The Haunted Tunnel, which is sponsored by the Lions Club every year, began under the premise that a high school bus, carrying its ghoulish cargo, had been trapped in the tunnel for years, Mittendorf said.

Supposedly, in 1959, an Oak Hill bus was returning home from a game when it ran into a gas truck while going through the tunnel, Walker said.

The fire was extinguished by closing off the end of the tunnel. The tunnel wasn’t reopened because of the horrible carnage until 1990, one year before the first Haunted Tunnel, Walker said.

Of course, while the veracity of the Oak Hill bus story is questionable, it is a fact that each year the Haunted Tunnel continues to grow with the help of volunteers and a supportive community, Walker said.

"I think we did better this year than last," he said. "It was a great success.

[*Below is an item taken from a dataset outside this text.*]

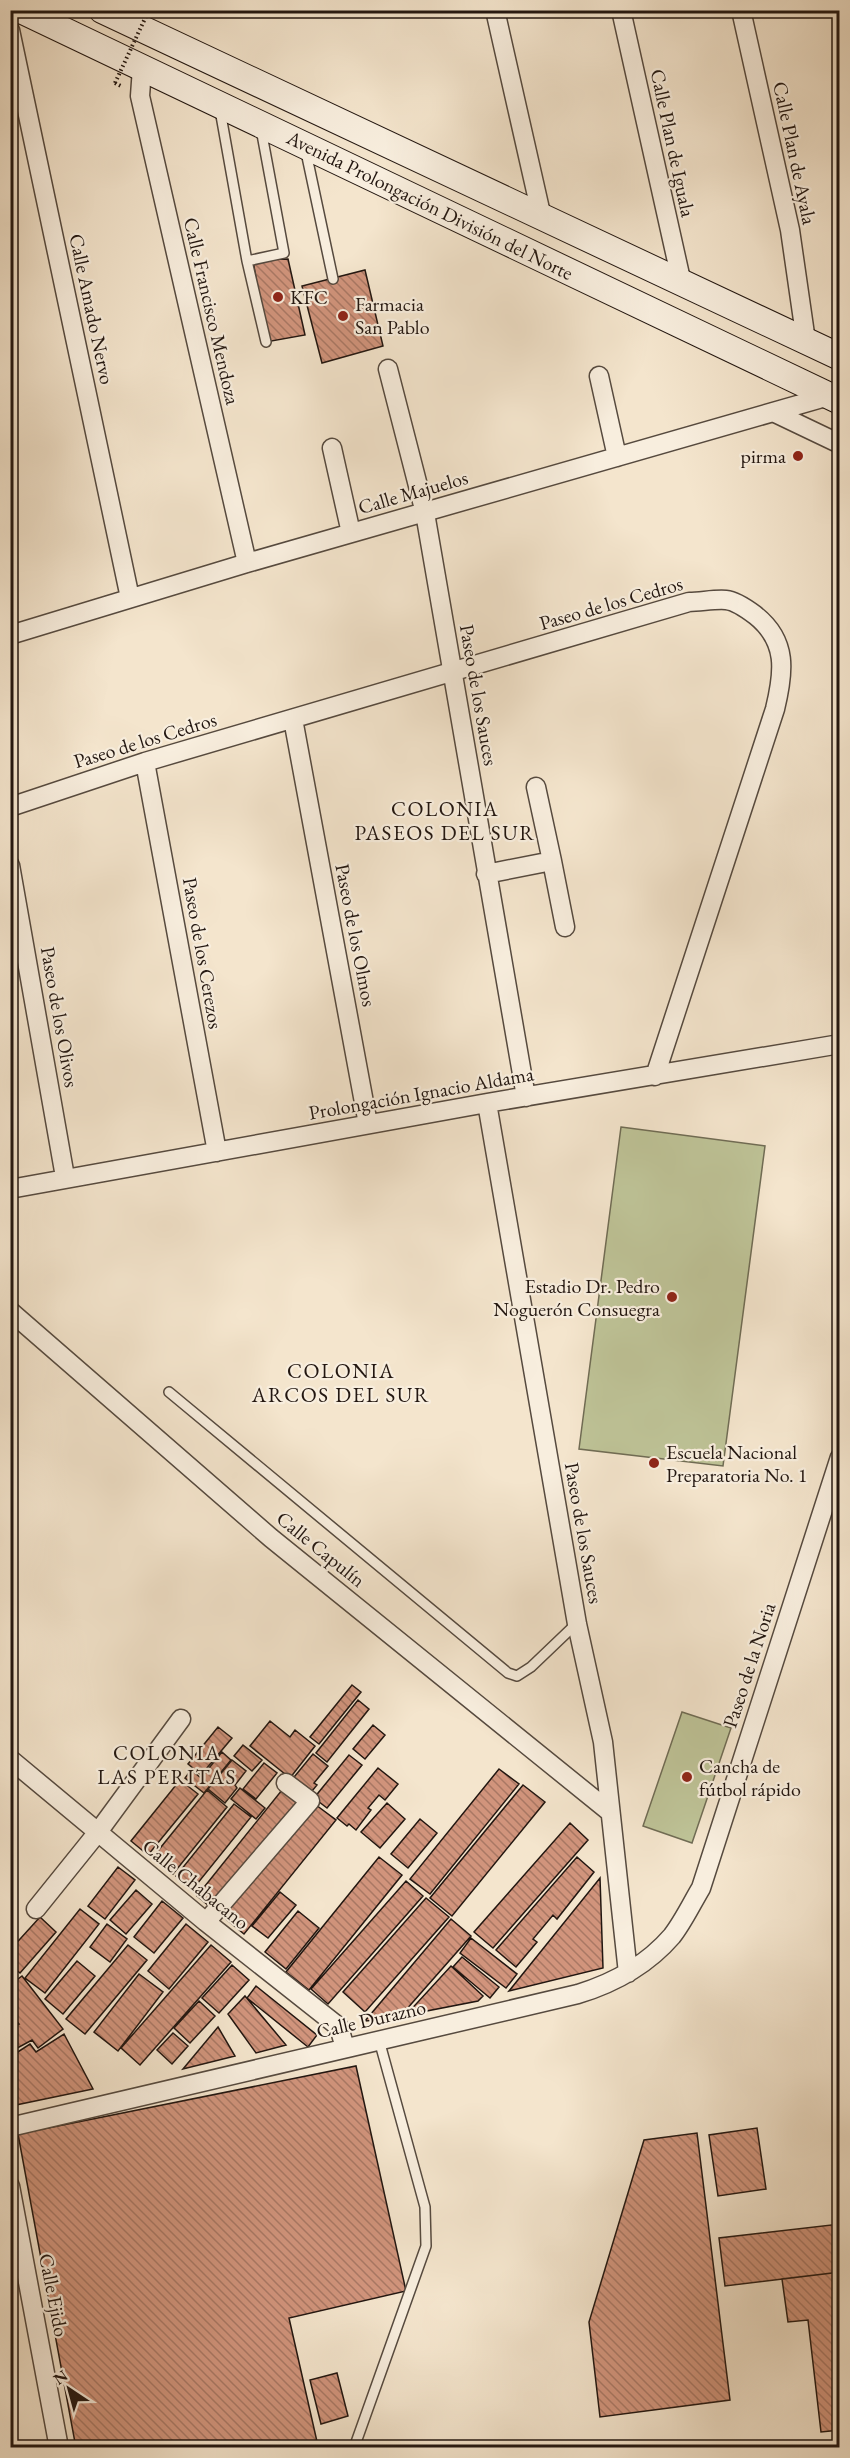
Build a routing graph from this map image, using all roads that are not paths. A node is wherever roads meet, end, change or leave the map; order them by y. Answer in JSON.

We had some wonderful people working with us, and some who stood in line to support us."

In fact more than 5,000 people came out to support the Lions Club during the 10-day Haunted Tunnel activity, Walker said.

"And some people came through two to three times," he said.

Next year, the club hopes to expand its tunnel from 13 to 16 booths of frightening mayhem, Walker said.

And thoughts of how to make the exhibit more horrifying are constantly churning inside Walker’s and Mittendorf’s minds.

"We’ve already started planning for next year," Walker said. "We get our best ideas when we are building the tunnel, but it’s too late to do those until the next year."

Proceeds from the Haunted Tunnel go to support the many Lions Club charities, which include providing eyeglasses to needy children locally and nationally and training Seeing Eye dogs.

Tunnel response has grown to such an extent, however, that Lions Club members are looking for new ways to spend excess funds, Mittendorf said.

"Last week we talked about it," he said. "Because we did better, we need to start discussing more things we can use the money for. As of now, we haven’t earmarked all the money."

Spending tunnel proceeds locally is always better than sending money out of the county, Walker added.

"We want to thank all the people who worked out there and the volunteers," he said. "If not for the volunteers, the Haunted Tunnel would not happen. We sponsor it and pull it together, but it’s the community that does it."